The Government launched the Car Scrappage Scheme in April 2009, with deliveries beginning on the 18th May following, in a bid to stimulate flagging sales in the car industry and encourage people to replace older cars with safer, more environmentally-friendly models. It closely resembled schemes from Germany, France and Italy that had been set up with similar aims. The scheme closed in March 2010, after extensions in September 2009 and February 2010, when the funds allocated to it were eventually exhausted.

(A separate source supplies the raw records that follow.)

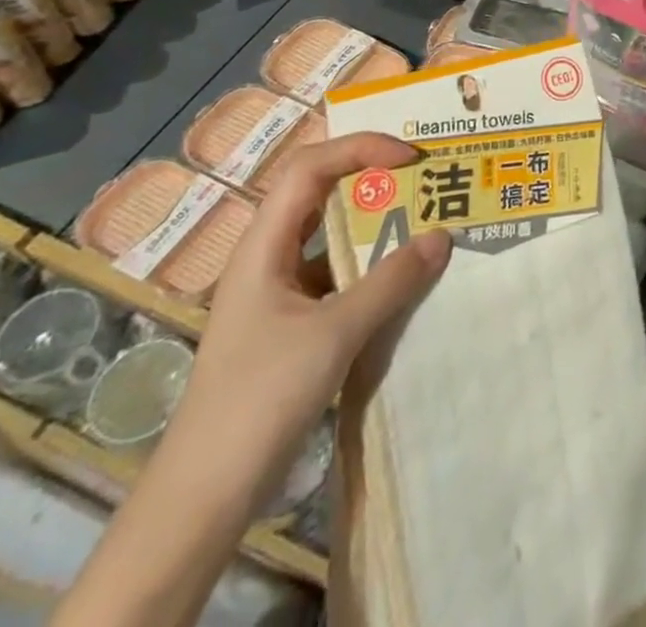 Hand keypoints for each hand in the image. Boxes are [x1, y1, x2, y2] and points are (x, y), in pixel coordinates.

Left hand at [173, 133, 451, 506]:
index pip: (310, 168)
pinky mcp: (291, 324)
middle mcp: (268, 258)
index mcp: (263, 247)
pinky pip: (337, 273)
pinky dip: (372, 264)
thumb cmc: (260, 399)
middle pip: (320, 193)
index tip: (410, 157)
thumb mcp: (333, 334)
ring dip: (376, 222)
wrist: (203, 496)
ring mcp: (278, 292)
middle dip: (373, 177)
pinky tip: (405, 276)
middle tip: (426, 177)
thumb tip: (442, 237)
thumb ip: (391, 282)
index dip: (360, 148)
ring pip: (330, 235)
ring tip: (426, 218) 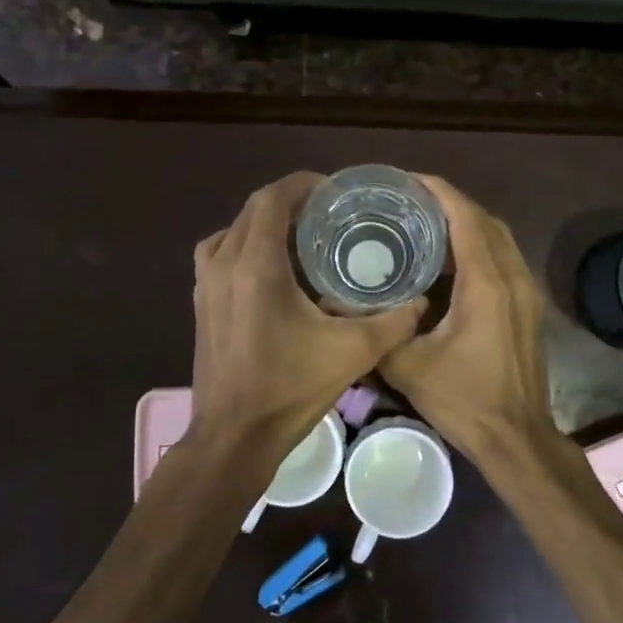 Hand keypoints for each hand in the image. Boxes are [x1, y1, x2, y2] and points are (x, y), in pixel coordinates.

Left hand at [190, 173, 423, 453]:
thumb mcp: (353, 353)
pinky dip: (245, 249)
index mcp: (256, 264)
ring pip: (233, 232)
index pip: (272, 198)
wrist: (234, 437)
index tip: (334, 191)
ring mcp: (205, 285)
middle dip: (289, 204)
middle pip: (252, 211)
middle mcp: (223, 263)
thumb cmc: (289, 389)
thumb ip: (394, 322)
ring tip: (301, 239)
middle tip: (328, 215)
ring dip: (265, 226)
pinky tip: (274, 274)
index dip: (303, 185)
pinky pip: (220, 256)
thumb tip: (421, 302)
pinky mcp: (201, 305)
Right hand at [379, 176, 561, 463]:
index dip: (438, 191)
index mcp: (486, 283)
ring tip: (425, 223)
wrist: (516, 438)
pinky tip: (448, 261)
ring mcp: (526, 292)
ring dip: (467, 224)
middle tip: (409, 202)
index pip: (465, 218)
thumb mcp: (407, 366)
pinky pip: (504, 259)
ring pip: (499, 239)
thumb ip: (372, 329)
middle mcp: (513, 277)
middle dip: (450, 203)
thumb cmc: (464, 401)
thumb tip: (333, 304)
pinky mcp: (528, 308)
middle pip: (485, 221)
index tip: (407, 181)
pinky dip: (479, 247) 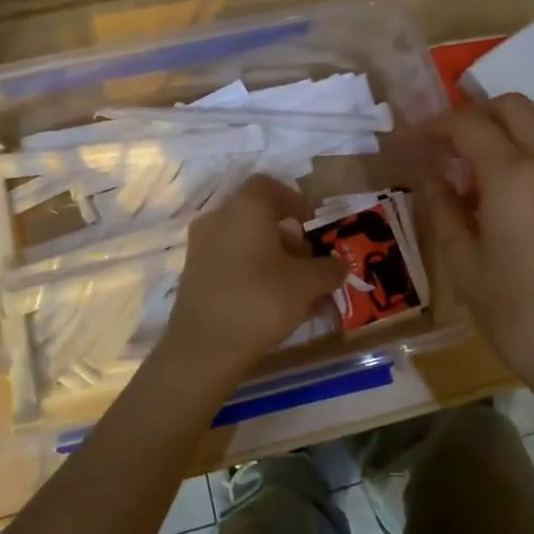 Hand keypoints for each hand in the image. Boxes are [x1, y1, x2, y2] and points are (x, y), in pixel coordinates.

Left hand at [157, 175, 345, 388]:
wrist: (204, 348)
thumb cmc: (260, 301)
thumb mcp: (307, 284)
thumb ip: (328, 269)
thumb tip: (338, 265)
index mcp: (245, 209)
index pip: (269, 186)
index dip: (294, 200)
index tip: (312, 221)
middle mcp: (218, 220)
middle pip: (257, 216)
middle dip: (288, 236)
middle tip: (310, 261)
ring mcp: (201, 248)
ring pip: (245, 243)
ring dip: (273, 258)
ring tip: (299, 290)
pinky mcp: (194, 276)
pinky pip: (231, 263)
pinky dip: (254, 274)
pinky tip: (275, 304)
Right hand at [415, 95, 533, 398]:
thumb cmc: (517, 315)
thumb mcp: (464, 264)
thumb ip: (443, 208)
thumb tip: (429, 174)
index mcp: (513, 176)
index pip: (468, 124)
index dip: (434, 125)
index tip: (412, 141)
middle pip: (511, 107)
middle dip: (473, 115)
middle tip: (445, 148)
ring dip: (501, 136)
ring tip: (471, 179)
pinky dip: (524, 159)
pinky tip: (506, 203)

The scheme allowed owners of cars more than ten years old to claim a £2000 reduction in the price of a new car in return for scrapping their old vehicle. It was funded as a joint initiative between the Government and vehicle manufacturers, with each paying a £1000 contribution to the price reduction. In total, the Government provided around £400 million for the scheme and forty-one vehicle manufacturers signed up, ranging from Vauxhall to Bentley. However, to qualify for the scheme, vehicles had to: weigh 3.5 tonnes or under; be registered in the UK on or before 29 February 2000; be taxed, tested and MOTed when the new vehicle was ordered; and have been in the owner’s possession for at least 12 months.
Despite these restrictions, 35,000 cars were scrapped through the scheme in May 2009 alone. It has been regarded as a success by some, since cars bought through it had average CO2 emissions of 133g/km (27 percent lower than the average CO2 of scrapped cars) and around a fifth of new car registrations since May 2009 came through the Scrappage Scheme. However, many consumer groups argued the scheme covered up price increases by manufacturers and the Institute for Fiscal Studies criticised it since many of the vehicles were not produced in Britain.
The end of the scheme brought fears that sales would once again fall in the car industry and, although this was true to an extent, manufacturers have responded with a range of measures to promote sales, including lifetime warranties and new ‘Swappage Schemes’.